Inconsistent or incomplete behavior obverse in where clause

Lists: pgsql-hackerspgsql-sql
From: Paul Ogden <pogden(at)claresco(dot)com>
To: pgsql-sql(at)postgresql(dot)org
Subject: Inconsistent or incomplete behavior obverse in where clause
Date: 2002-11-12 17:39:13
Message-ID: NAEOJBHEEOEHNNICGFADKEMKDEAA.pogden@claresco.com
Views: Raw Message | Whole Thread | Download mbox | Resend email
Lists: pgsql-hackers pgsql-sql

Hello,
Our application development group has observed what we
feel is inconsistent behavior when comparing numeric
column references to constant/literal values in SQL.

I would appreciate comments on the best approach to
this problem that will allow for the highest
portability of our application code. I have searched
the archives and online docs, but so far have not found
anyone addressing the problem quite this way.

Assume wuActive is a numeric field ( with scale but no
precision ) in the table WU:
select count(wuid) from WU where wuActive = 0 --works fine
select count(wuid) from WU where wuActive = '0' --works fine
select count(wuid) from WU where wuActive = '0.0' --works fine
select count(wuid) from WU where wuActive = 0.0 --throws the
following exception:

"Unable to identify an operator '=' for types 'numeric' and 'double
precision' You will have to retype this query using an explicit cast"

Second, assume tPct is a numeric field ( having scale of 4 and
precision of 1 ) in the table T
select count(tid) from T where tPct > 77 --works fine
select count(tid) from T where tPct > '77' --works fine
select count(tid) from T where tPct > '77.5' --works fine
select count(tid) from T where tPct > 77.5 -- again throws
the exception:

"Unable to identify an operator '>' for types 'numeric' and 'double
precision' You will have to retype this query using an explicit cast"

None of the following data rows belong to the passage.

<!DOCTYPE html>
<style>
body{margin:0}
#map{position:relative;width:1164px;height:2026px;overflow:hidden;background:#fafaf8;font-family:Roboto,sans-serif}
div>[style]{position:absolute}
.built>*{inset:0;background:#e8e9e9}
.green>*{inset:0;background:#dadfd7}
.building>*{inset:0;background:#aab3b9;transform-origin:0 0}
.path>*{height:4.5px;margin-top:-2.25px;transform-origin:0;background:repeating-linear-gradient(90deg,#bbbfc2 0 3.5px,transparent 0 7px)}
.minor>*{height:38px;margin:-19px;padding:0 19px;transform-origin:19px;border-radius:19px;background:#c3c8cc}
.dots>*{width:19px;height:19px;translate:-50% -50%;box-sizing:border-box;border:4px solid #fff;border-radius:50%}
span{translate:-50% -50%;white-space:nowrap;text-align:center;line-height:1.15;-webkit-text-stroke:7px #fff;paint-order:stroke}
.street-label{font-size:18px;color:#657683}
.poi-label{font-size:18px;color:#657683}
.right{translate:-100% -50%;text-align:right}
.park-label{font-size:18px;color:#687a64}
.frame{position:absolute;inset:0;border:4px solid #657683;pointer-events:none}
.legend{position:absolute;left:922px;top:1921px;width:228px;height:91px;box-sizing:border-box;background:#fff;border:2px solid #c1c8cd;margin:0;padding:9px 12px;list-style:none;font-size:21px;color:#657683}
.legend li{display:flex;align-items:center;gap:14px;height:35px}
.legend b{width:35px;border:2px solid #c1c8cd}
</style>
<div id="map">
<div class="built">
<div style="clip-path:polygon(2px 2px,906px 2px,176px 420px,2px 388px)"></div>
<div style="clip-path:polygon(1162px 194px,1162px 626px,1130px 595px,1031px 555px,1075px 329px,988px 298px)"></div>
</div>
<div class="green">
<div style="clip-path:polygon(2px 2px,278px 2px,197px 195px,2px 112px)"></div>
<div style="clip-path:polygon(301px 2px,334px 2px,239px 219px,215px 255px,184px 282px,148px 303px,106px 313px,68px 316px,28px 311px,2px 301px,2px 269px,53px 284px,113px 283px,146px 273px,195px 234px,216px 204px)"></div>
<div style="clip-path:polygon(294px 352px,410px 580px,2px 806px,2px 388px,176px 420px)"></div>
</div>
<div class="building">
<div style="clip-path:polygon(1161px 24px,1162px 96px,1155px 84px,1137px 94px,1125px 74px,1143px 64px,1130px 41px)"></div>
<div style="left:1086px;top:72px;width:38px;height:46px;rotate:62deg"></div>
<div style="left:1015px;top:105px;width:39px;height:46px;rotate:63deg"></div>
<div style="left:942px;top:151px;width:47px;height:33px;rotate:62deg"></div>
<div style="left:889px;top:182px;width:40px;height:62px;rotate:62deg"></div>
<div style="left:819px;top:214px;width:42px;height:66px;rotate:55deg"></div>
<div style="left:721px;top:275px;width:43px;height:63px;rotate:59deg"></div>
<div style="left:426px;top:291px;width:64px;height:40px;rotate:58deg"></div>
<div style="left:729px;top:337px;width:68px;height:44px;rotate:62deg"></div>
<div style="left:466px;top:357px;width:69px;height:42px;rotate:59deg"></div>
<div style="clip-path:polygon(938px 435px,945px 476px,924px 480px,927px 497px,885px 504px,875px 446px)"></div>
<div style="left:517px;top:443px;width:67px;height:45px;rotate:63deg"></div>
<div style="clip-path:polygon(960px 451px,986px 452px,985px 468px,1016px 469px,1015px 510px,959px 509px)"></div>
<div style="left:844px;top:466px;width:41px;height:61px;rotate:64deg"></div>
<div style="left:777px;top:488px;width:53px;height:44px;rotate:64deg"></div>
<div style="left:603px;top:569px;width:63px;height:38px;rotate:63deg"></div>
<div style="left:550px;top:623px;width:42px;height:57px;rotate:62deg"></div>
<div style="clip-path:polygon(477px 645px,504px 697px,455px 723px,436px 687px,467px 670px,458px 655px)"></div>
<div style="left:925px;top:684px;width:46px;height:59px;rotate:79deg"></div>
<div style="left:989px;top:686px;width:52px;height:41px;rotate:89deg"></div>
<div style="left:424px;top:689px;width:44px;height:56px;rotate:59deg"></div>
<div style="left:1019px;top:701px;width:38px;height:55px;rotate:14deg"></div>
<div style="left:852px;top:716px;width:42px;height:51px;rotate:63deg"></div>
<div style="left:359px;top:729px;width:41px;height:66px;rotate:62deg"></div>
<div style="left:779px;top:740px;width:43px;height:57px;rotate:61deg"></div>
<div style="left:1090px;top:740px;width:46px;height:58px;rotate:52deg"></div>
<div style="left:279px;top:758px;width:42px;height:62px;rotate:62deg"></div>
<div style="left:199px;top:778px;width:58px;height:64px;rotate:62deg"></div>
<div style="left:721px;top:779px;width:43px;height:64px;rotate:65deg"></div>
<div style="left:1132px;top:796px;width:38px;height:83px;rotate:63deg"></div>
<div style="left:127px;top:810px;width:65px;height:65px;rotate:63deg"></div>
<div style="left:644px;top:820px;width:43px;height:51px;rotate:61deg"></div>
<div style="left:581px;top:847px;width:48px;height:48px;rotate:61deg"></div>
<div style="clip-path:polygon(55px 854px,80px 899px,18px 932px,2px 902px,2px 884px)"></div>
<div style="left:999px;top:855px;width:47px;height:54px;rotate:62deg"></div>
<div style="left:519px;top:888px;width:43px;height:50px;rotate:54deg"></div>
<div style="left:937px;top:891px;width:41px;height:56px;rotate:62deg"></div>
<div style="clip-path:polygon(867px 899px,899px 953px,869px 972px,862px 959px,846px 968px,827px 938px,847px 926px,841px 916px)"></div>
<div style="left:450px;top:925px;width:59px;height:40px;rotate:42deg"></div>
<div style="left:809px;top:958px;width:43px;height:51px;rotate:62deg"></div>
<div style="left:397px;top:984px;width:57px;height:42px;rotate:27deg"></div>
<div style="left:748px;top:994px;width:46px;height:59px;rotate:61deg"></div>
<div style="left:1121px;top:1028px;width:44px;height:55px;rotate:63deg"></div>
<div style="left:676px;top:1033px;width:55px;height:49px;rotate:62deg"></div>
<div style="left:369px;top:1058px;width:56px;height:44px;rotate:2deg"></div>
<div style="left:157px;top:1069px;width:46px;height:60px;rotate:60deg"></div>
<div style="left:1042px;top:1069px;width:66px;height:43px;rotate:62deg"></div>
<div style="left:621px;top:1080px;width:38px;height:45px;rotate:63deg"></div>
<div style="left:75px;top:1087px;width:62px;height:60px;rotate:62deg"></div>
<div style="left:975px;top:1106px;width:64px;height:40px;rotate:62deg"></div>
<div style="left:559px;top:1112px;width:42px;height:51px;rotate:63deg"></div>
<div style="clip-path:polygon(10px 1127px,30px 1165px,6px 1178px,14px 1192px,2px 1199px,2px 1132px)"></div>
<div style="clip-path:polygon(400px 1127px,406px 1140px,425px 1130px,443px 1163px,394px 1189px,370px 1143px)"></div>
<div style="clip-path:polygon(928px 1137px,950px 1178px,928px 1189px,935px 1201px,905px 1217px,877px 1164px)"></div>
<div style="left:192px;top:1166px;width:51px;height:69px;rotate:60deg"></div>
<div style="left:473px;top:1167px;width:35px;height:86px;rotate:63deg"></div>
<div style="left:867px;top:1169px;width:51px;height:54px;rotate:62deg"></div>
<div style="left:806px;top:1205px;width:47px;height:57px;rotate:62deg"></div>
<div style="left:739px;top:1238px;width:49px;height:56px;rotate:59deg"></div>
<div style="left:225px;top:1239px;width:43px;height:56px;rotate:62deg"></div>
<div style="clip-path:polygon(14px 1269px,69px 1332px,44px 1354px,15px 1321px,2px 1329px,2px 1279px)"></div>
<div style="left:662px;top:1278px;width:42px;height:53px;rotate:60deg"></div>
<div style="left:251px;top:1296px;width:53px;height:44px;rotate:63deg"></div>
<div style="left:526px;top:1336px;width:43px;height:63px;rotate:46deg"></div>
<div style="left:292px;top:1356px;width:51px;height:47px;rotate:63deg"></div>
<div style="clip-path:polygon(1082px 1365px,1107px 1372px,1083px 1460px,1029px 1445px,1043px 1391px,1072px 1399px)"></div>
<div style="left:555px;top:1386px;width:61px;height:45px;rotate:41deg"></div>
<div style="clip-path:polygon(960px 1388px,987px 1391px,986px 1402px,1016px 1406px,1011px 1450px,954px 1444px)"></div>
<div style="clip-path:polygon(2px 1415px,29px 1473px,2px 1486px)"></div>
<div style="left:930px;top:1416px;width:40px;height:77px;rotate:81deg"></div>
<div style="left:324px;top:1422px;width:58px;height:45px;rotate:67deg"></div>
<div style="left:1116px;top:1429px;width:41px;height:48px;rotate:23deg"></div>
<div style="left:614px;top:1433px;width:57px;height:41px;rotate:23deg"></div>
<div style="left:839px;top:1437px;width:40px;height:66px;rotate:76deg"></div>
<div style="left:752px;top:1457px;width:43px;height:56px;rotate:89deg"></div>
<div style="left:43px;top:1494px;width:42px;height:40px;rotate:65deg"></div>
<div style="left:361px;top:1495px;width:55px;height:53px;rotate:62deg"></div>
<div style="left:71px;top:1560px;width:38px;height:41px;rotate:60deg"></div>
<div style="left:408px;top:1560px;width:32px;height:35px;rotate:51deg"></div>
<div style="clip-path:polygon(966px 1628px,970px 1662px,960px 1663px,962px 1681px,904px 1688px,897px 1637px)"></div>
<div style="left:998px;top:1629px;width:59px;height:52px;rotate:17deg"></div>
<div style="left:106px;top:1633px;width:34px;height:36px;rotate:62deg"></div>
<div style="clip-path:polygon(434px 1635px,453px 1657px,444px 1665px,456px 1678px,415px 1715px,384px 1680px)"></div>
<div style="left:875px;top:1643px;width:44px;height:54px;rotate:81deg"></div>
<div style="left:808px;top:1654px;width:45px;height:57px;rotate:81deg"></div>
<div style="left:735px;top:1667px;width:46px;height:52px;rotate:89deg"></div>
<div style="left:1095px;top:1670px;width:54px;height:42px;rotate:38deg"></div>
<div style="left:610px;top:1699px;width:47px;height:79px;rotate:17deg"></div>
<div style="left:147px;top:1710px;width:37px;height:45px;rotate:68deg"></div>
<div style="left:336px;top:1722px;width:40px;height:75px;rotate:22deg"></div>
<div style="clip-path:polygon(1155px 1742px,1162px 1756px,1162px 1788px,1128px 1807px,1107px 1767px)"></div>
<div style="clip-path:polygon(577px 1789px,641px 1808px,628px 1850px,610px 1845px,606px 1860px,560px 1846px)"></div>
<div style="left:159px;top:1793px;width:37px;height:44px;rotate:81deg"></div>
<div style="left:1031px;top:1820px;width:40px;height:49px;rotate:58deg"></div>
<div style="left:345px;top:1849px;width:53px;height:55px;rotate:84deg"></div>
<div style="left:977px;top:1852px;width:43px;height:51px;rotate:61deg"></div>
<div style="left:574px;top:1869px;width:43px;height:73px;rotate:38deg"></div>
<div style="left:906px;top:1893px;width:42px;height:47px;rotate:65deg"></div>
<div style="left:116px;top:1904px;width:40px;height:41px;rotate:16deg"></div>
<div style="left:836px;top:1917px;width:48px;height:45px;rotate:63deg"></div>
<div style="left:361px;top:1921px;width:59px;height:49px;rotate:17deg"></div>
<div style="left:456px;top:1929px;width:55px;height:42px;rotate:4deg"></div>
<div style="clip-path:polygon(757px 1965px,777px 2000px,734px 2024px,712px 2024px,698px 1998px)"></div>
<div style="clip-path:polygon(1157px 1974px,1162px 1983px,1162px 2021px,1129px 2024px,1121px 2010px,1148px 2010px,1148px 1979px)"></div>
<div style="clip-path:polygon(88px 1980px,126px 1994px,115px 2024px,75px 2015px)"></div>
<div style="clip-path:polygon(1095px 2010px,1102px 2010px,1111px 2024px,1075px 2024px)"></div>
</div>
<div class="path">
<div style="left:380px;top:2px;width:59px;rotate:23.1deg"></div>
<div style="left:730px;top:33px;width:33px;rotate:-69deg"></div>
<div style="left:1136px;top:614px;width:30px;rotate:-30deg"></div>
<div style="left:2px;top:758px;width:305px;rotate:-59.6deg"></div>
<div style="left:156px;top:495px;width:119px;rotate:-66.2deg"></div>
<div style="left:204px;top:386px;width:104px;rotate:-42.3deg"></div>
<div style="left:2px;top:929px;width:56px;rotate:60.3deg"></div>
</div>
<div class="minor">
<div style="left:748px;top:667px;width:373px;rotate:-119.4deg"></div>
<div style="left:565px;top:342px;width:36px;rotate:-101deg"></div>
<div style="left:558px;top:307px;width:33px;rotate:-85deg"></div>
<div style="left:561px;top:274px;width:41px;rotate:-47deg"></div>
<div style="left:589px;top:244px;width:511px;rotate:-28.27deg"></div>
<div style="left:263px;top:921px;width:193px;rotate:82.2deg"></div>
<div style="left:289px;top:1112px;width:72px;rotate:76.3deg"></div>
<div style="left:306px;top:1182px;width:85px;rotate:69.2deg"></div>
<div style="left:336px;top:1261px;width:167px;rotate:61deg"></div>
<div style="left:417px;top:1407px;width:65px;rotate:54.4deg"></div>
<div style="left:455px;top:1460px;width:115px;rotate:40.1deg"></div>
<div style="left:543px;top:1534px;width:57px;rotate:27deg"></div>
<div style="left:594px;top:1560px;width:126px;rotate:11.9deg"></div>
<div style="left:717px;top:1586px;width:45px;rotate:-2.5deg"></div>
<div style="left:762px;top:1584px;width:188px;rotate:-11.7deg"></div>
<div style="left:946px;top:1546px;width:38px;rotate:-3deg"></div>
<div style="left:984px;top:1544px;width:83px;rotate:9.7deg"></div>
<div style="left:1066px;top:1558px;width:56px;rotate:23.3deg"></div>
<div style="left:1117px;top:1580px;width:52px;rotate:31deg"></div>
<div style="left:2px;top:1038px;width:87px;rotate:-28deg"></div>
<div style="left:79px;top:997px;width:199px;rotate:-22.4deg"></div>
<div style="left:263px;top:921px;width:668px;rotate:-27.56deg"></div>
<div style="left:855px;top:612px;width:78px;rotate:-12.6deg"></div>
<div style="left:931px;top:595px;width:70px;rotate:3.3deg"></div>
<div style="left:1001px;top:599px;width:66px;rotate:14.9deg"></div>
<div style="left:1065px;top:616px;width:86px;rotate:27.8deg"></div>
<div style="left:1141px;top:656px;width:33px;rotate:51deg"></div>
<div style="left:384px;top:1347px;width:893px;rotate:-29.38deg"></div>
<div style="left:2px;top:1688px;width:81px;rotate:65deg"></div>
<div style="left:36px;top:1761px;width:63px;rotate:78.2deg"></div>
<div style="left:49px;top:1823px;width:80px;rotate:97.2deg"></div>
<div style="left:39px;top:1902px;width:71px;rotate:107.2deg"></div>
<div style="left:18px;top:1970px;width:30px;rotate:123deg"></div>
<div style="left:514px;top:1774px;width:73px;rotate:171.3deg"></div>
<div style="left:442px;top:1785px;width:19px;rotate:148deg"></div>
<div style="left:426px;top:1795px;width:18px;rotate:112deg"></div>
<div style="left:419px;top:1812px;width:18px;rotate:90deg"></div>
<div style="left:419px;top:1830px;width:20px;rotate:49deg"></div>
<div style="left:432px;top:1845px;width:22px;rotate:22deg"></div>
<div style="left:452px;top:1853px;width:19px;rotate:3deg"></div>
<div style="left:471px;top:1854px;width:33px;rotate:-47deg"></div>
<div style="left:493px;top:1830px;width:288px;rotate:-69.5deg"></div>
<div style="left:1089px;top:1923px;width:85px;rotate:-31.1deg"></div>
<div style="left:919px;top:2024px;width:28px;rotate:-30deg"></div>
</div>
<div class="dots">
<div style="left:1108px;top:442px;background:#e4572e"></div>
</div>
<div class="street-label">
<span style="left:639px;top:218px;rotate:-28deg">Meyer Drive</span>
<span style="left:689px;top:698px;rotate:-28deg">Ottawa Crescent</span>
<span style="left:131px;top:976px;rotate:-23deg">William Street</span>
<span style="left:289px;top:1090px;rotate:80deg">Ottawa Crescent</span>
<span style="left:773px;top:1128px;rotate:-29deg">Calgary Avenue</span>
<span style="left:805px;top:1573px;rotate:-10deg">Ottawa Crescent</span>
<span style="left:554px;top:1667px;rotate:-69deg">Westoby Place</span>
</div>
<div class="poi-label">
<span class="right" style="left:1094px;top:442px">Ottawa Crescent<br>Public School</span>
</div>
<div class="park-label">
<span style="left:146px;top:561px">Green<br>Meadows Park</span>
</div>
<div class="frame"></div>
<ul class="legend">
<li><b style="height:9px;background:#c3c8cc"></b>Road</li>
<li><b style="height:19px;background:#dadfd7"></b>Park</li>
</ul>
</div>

This seems to occur regardless of connectivity drivers used
(ODBC, JDBC, etc..)

I am aware of the use of type casting to force the desired
behavior in these situations. I have also started to go down
the road of creating functions and operators to force numeric
to numeric comparison operations when comparing numeric to float,
but realize that this approach is fraught with pitfalls, in fact
it is interesting to us to note that with an operator in place
to force numeric = float comparisons to parse as numeric = numeric,
we started getting the opposite behavior. Queries with 'column
reference' = 0.0 worked fine, but queries with 'column reference' = 0
threw a variant of the previous exception:

"Unable to identify an operator '=' for types 'numeric' and 'integer'"

Overall, this behavior appears to be inconsistent and is not
the same behavior I have experienced with many other DBMS's.
Specifically, it seems strange that the parser does not treat
values 0.0 or 77.5 as numeric(s[,p]) when comparing the values
to a column reference known to be of type numeric (s,[p]).

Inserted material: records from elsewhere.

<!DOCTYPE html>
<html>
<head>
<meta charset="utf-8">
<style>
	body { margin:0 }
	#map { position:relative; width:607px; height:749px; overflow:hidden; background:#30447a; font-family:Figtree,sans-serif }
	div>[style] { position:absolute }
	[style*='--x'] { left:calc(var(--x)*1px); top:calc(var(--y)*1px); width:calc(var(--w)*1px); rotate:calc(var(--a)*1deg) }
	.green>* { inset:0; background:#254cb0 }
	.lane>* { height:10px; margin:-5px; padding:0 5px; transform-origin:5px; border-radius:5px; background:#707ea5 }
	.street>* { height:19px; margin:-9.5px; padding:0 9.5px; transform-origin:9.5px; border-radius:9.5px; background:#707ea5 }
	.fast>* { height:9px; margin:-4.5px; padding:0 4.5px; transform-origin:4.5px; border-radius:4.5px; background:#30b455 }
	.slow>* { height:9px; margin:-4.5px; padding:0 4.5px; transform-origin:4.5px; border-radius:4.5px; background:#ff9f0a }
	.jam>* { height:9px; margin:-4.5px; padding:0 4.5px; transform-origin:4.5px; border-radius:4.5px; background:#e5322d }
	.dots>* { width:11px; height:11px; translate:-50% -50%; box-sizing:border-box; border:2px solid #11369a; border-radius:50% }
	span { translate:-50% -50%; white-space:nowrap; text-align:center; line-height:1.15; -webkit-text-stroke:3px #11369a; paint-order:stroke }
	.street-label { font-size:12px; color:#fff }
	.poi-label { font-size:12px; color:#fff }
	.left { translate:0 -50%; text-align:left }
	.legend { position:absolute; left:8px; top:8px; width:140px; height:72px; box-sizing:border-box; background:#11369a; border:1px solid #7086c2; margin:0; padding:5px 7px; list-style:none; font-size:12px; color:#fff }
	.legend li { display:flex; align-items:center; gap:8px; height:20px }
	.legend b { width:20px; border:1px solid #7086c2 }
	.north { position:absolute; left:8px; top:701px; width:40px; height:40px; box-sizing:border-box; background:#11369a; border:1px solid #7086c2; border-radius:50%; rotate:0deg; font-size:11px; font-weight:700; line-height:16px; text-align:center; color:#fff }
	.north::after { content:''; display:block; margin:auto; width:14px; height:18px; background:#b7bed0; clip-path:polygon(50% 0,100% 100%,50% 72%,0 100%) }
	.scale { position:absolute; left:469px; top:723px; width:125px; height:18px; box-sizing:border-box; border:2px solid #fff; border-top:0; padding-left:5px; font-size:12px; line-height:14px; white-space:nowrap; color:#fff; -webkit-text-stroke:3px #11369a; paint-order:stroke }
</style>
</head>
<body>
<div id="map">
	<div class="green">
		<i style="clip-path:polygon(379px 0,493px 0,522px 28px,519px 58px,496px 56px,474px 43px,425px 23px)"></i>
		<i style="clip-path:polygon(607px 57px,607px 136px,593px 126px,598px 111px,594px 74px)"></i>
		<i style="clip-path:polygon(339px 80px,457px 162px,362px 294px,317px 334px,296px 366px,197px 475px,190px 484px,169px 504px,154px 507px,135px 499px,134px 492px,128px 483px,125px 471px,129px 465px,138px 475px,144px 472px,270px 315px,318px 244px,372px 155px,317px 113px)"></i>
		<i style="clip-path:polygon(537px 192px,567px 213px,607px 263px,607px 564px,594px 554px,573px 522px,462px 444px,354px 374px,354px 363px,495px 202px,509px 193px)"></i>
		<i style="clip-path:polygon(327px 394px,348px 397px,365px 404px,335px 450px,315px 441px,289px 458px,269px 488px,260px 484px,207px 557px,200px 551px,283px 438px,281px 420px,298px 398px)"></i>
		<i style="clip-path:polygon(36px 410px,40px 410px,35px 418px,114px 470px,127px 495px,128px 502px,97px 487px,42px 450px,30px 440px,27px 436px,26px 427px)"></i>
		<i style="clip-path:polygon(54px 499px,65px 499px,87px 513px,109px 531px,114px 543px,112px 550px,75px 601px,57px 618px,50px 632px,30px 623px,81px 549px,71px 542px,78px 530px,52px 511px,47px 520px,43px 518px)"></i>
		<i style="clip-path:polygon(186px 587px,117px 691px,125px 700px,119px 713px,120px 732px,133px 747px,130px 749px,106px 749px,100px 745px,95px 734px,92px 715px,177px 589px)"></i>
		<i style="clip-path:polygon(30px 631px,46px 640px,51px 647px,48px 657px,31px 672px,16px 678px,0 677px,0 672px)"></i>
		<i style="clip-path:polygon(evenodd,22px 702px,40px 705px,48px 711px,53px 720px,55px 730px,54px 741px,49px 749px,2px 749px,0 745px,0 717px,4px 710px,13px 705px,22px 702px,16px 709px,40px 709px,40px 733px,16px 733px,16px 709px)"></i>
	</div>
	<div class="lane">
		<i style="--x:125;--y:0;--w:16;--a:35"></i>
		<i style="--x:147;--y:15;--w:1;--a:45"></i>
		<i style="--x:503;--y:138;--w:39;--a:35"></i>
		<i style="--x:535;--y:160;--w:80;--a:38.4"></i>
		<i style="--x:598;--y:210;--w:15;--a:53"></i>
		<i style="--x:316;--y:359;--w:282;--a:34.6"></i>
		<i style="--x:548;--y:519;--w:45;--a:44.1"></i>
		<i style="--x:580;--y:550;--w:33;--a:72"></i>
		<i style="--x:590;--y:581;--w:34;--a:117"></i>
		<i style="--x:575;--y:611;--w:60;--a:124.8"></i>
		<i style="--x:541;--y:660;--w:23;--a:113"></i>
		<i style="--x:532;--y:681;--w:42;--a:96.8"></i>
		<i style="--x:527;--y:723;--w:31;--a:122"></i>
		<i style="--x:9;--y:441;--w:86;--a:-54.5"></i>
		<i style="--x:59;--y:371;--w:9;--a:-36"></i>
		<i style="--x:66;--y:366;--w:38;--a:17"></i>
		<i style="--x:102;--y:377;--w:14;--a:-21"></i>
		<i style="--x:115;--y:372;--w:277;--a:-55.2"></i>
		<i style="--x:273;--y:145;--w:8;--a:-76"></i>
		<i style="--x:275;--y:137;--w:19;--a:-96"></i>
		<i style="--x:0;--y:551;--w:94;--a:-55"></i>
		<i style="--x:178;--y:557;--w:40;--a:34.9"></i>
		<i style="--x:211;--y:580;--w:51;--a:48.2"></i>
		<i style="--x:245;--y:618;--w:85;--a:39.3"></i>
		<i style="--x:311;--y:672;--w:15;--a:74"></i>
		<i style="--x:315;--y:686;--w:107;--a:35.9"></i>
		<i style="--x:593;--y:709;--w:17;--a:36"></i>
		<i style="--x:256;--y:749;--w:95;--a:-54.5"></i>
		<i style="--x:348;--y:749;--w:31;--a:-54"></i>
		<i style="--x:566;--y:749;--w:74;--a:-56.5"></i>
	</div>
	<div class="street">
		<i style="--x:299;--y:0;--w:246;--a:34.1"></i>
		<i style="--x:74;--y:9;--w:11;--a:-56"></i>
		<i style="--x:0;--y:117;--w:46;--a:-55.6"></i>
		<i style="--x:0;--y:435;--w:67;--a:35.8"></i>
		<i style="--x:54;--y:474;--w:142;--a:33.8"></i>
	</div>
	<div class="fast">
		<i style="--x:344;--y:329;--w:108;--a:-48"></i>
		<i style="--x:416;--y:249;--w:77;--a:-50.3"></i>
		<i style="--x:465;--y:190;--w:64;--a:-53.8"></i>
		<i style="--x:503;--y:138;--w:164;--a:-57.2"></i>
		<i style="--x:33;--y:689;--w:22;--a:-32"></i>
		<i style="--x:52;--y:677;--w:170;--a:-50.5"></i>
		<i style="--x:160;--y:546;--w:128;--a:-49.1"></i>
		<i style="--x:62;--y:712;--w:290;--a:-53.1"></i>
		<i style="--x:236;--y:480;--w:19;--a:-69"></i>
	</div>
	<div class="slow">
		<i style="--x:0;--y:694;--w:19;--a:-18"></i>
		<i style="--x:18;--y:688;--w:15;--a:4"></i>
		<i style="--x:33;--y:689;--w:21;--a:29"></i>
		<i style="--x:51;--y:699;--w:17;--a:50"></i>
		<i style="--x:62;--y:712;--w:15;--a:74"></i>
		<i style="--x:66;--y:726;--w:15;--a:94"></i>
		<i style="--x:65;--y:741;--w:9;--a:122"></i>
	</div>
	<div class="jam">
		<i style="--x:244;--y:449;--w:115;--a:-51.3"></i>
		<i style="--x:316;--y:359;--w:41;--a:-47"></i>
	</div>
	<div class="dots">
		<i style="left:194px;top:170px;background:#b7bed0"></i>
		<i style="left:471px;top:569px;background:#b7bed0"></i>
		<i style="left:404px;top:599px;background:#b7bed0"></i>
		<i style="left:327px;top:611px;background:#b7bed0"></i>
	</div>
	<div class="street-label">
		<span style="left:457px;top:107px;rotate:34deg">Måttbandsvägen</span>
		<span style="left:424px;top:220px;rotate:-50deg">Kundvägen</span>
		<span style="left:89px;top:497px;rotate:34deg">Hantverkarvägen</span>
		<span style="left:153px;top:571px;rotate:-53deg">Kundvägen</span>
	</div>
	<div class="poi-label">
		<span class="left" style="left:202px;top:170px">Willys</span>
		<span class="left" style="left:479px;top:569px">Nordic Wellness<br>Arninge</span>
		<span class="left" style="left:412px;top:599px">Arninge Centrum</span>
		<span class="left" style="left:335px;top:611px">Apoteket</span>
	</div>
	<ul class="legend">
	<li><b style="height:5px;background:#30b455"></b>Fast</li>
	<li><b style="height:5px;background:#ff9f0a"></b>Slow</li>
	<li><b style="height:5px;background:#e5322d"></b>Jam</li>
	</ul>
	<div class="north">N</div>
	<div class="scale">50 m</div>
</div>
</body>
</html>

Is an unquoted number in the form of NN.N always treated as a
float? If the planner could somehow recognize that the constant/
literal value was being compared to a column reference of the
type numeric (s,p) and treat the value accordingly, then would
operator identification no longer be a problem?

We are looking to maintain a high degree of portability in our
application code, and while "CAST ( expression as type )" is
fairly portable, no one here feels that it is a portable as
column reference = literal/constant value. If someone knows
of a better approach, or can point us to documentation of build or
run-time configuration that affects the query planner where this
issue is concerned, it would be much appreciated.

Thanks,

Paul Ogden
Database Administrator/Programmer
Claresco Corporation
(510) 549-2290


From: "Josh Berkus" <josh(at)agliodbs(dot)com>
To: pogden(at)claresco(dot)com, pgsql-sql(at)postgresql(dot)org
Cc: pgsql-hackers(at)postgresql(dot)org
Subject: Re: Inconsistent or incomplete behavior obverse in where
Date: 2002-11-12 18:23:02
Message-ID: web-1822721@davinci.ethosmedia.com
Views: Raw Message | Whole Thread | Download mbox | Resend email
Lists: pgsql-hackers pgsql-sql

Paul,

> "Unable to identify an operator '=' for types 'numeric' and 'double
> precision' You will have to retype this query using an explicit cast"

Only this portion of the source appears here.